→ WHAT THIS TASK INVOLVES
In this exercise, set down every entry that follows exactly as it appears.

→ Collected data
****************

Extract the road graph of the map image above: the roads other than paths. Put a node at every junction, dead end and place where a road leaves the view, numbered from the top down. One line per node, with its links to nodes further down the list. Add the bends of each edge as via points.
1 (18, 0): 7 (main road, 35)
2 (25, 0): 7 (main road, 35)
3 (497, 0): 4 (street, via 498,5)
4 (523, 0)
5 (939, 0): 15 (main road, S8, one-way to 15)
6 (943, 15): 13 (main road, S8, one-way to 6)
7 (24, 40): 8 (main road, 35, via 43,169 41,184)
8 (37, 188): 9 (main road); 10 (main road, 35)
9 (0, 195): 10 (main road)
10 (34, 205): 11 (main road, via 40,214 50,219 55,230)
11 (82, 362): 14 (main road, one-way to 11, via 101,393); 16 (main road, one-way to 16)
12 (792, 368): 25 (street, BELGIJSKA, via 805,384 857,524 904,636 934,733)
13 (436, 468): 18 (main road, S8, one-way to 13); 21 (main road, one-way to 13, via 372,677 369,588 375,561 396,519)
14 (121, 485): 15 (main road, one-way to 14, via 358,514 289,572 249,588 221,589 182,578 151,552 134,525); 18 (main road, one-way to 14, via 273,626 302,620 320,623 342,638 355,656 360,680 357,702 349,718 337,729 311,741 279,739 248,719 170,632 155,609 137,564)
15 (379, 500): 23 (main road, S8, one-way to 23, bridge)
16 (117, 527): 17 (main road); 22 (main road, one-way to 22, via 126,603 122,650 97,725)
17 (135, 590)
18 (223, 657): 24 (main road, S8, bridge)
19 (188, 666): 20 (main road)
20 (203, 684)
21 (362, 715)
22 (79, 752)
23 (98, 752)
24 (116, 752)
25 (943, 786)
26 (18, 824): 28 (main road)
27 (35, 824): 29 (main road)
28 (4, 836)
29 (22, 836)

****************

→ EXERCISE SOLUTION
Extract the road graph of the map image above: the roads other than paths. Put a node at every junction, dead end and place where a road leaves the view, numbered from the top down. One line per node, with its links to nodes further down the list. Add the bends of each edge as via points.
1 (18, 0): 7 (main road, 35)
2 (25, 0): 7 (main road, 35)
3 (497, 0): 4 (street, via 498,5)
4 (523, 0)
5 (939, 0): 15 (main road, S8, one-way to 15)
6 (943, 15): 13 (main road, S8, one-way to 6)
7 (24, 40): 8 (main road, 35, via 43,169 41,184)
8 (37, 188): 9 (main road); 10 (main road, 35)
9 (0, 195): 10 (main road)
10 (34, 205): 11 (main road, via 40,214 50,219 55,230)
11 (82, 362): 14 (main road, one-way to 11, via 101,393); 16 (main road, one-way to 16)
12 (792, 368): 25 (street, BELGIJSKA, via 805,384 857,524 904,636 934,733)
13 (436, 468): 18 (main road, S8, one-way to 13); 21 (main road, one-way to 13, via 372,677 369,588 375,561 396,519)
14 (121, 485): 15 (main road, one-way to 14, via 358,514 289,572 249,588 221,589 182,578 151,552 134,525); 18 (main road, one-way to 14, via 273,626 302,620 320,623 342,638 355,656 360,680 357,702 349,718 337,729 311,741 279,739 248,719 170,632 155,609 137,564)
15 (379, 500): 23 (main road, S8, one-way to 23, bridge)
16 (117, 527): 17 (main road); 22 (main road, one-way to 22, via 126,603 122,650 97,725)
17 (135, 590)
18 (223, 657): 24 (main road, S8, bridge)
19 (188, 666): 20 (main road)
20 (203, 684)
21 (362, 715)
22 (79, 752)
23 (98, 752)
24 (116, 752)
25 (943, 786)
26 (18, 824): 28 (main road)
27 (35, 824): 29 (main road)
28 (4, 836)
29 (22, 836)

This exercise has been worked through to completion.